On 8 September 1597, the famed Renaissance polymath John Dee wrote to his friend, Sir Edward Dyer, to complain about his current residence. ‘Tymes of very great dearth here… I can not see how my household of eighteen could live on the daily stipend of 4s… so hard & thinne a dyet, never in all my life, did I, nay was I forced, so long, to tast[e].’ At the beginning of the previous year, Dee had arrived in the town to take up the wardenship of its collegiate church, then known as Christ’s College, to which he had been appointed by Elizabeth I.
Educated at Cambridge University, Dee had originally pursued a career at the changeable royal court, becoming Elizabeth’s astrological and scientific advisor, but when his proposals for calendar reform were rejected in 1583, he travelled to the continent and stayed at the courts of Europe. Upon his return in 1589, he discovered that his home of Mortlake had been ransacked and his cherished library sold to pay off his debts in his absence. He consequently sought financial compensation for his losses from Elizabeth, in whose gift the wardenship of Manchester’s college lay.
Image credit: Portrait of John Dee circa 1594, Ashmolean Museum, Oxford.

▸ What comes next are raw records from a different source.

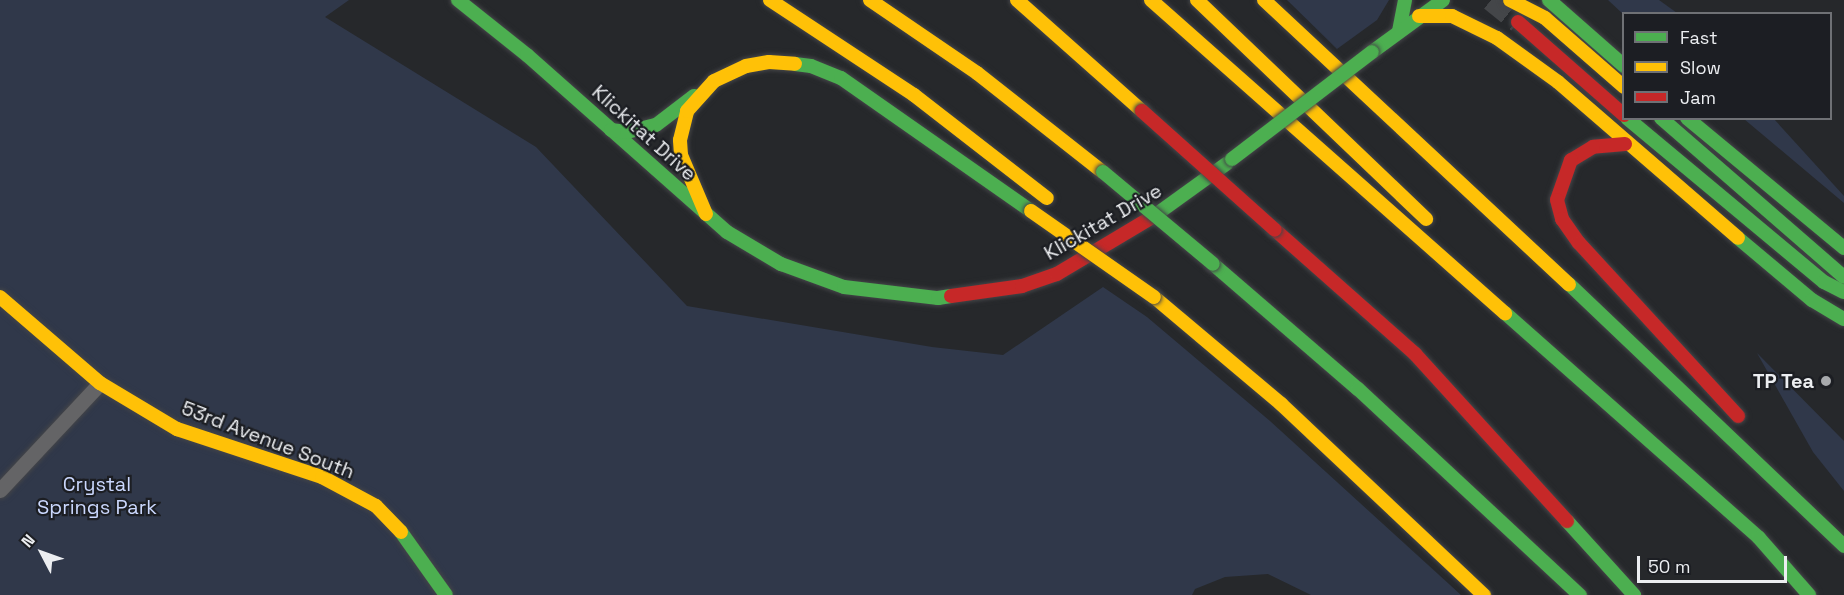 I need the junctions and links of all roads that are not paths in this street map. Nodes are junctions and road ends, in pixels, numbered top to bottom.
1 (458, 0) edge
2 (770, 0) edge
3 (870, 0) edge
4 (1017, 0) edge
5 (1151, 0) edge
6 (1264, 0) edge
7 (1405, 0) edge
8 (1443, 0) edge
9 (1510, 0) edge
10 (1549, 0) edge
11 (1459, 1) edge
12 (1199, 2) edge
13 (1419, 16) junction
14 (1518, 22) tunnel mouth
15 (1399, 31) junction
16 (1622, 65) edge
17 (1622, 86) edge
18 (703, 89) junction
19 (1622, 115) edge
20 (1629, 120) edge
21 (1663, 120) edge
22 (1689, 120) edge
23 (611, 130) junction
24 (1625, 144) junction
25 (1051, 202) dead end
26 (706, 214) junction
27 (1436, 229) dead end
28 (1097, 237) dead end
29 (1844, 248) edge
30 (1461, 254) dead end
31 (1844, 277) edge
32 (1824, 282) junction
33 (1844, 292) edge
34 (0, 297) edge
35 (1154, 297) junction
36 (1844, 310) edge
37 (1844, 319) edge
38 (99, 382) junction
39 (1751, 429) dead end
40 (1644, 436) junction
41 (1785, 469) dead end
42 (0, 490) edge
43 (1844, 545) edge
44 (446, 595) edge
45 (1484, 595) edge
46 (1580, 595) edge
47 (1634, 595) edge
48 (1809, 595) edge

1 - 23 main road, Klickitat Drive
2 - 25 main road
3 - 46 main road, bridge
4 - 47 main road, bridge
5 - 40 main road
6 - 43 main road
7 - 15 main road
8 - 13 main road, Klickitat Drive
9 - 17 main road
10 - 16 main road
11 - 13 main road
12 - 27 main road
13 - 15 main road, Klickitat Drive
13 - 24 main road
14 - 19 main road
15 - 26 main road, Klickitat Drive, bridge
18 - 23 main road
18 - 26 main road
18 - 35 main road, bridge
20 - 32 main road
21 - 31 main road
22 - 29 main road
23 - 26 main road, Klickitat Drive
24 - 37 main road
24 - 39 main road
28 - 35 main road, bridge
30 - 40 main road
32 - 33 main road
32 - 36 main road
34 - 38 main road, 53rd Avenue South
35 - 45 main road
38 - 42 street
38 - 44 main road, 53rd Avenue South
40 - 48 main road
41 - 43 main road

Chetham’s Library’s latest exhibition focuses on John Dee’s life and his connection to our buildings and the library’s collections. Although Dee hoped that the wardenship of the college would provide him with a consistent income and the chance to pursue his scientific studies uninterrupted, he found neither financial stability nor peaceful study during his tenure. Instead, he was continuously hindered by financial struggles, tensions with the college’s fellows, land disputes, and a persistent reputation for occult practices that followed him from the royal court to Manchester.

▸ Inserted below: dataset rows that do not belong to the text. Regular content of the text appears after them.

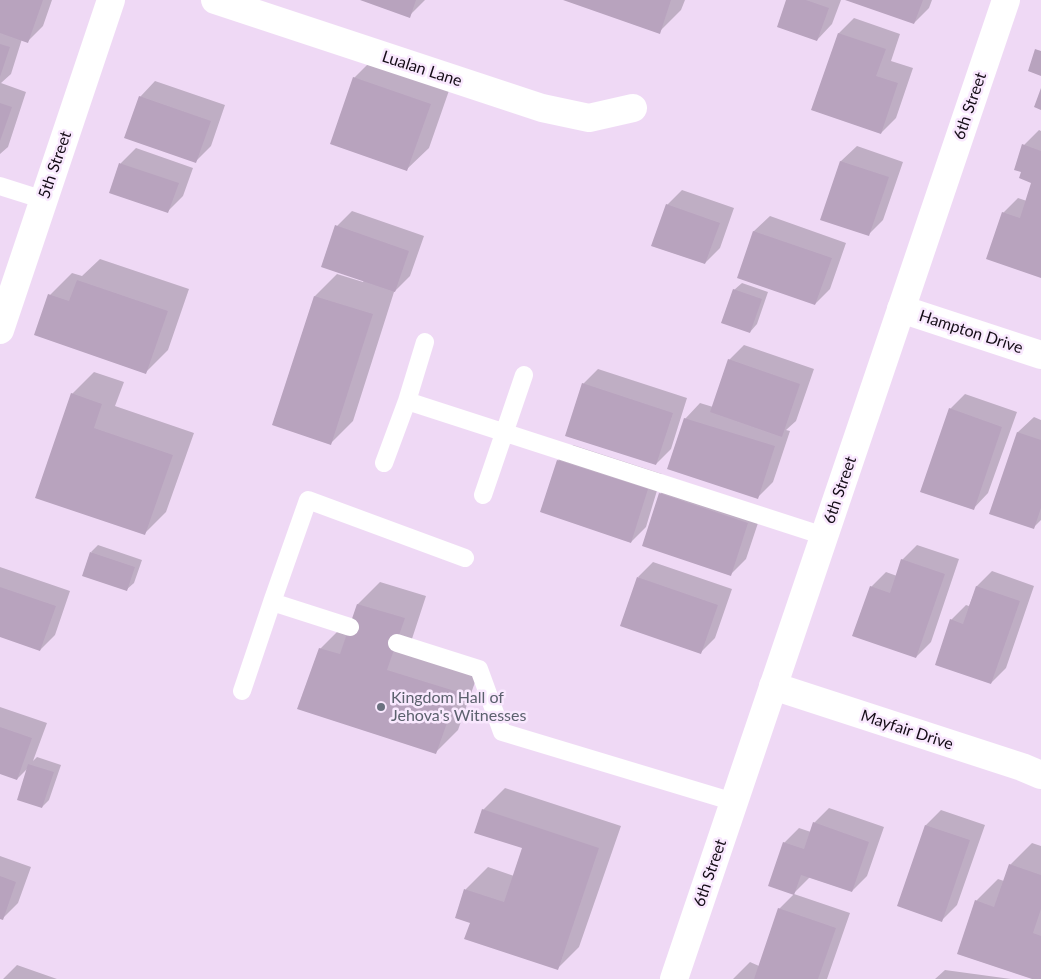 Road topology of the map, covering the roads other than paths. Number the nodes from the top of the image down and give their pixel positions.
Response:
1 (111, 0) edge
2 (215, 0) edge
3 (1006, 0) edge
4 (632, 108) dead end
5 (0, 186) edge
6 (44, 200) junction
7 (901, 309) junction
8 (0, 330) edge
9 (425, 342) dead end
10 (1041, 355) edge
11 (524, 374) dead end
12 (407, 401) junction
13 (504, 433) junction
14 (384, 463) dead end
15 (483, 495) dead end
16 (824, 536) junction
17 (465, 558) dead end
18 (272, 602) junction
19 (350, 627) dead end
20 (397, 643) dead end
21 (773, 686) junction
22 (242, 691) dead end
23 (1041, 775) edge
24 (734, 802) junction
25 (674, 979) edge

1 - 6 street, 5th Street
2 - 4 street, Lualan Lane
3 - 7 street, 6th Street
5 - 6 lane
6 - 8 street, 5th Street
7 - 10 street, Hampton Drive
7 - 16 street, 6th Street
9 - 12 lane
11 - 13 lane
12 - 13 lane
12 - 14 lane
13 - 15 lane
13 - 16 lane
16 - 21 street, 6th Street
17 - 18 lane
18 - 19 lane
18 - 22 lane
20 - 24 lane
21 - 23 street, Mayfair Drive
21 - 24 street, 6th Street
24 - 25 street, 6th Street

In 1604, Dee lost his wife Jane and potentially his three youngest daughters when the plague visited Manchester in the early seventeenth century, and soon afterwards, in 1605, he quit Manchester and returned to his home at Mortlake (although he remained warden until his death in late 1608 or early 1609). Despite all of this, however, Dee was reasonably diligent in the exercise of his office, and was one of the last great wardens of the college before its seventeenth-century decline. Over the coming months, we look forward to exploring Dee’s life and experiences of Tudor Manchester with you.
On Friday 21 November, join us for an immersive after-hours event based on John Dee’s wardenship. Step into the college as Dee knew it, walk in his footsteps, and marvel at the books that he owned that are now part of the library’s collections (which are displayed together for the first time for one night only). You can find out more about the event and book tickets here.
Image credit: John Dee’s signature on a letter to William Langley, rector of Prestwich, dated 2 May 1597, concerning the bounds of the parish of Manchester (Chetham’s Library, Raines C.6.63, vol. 32, p. 9).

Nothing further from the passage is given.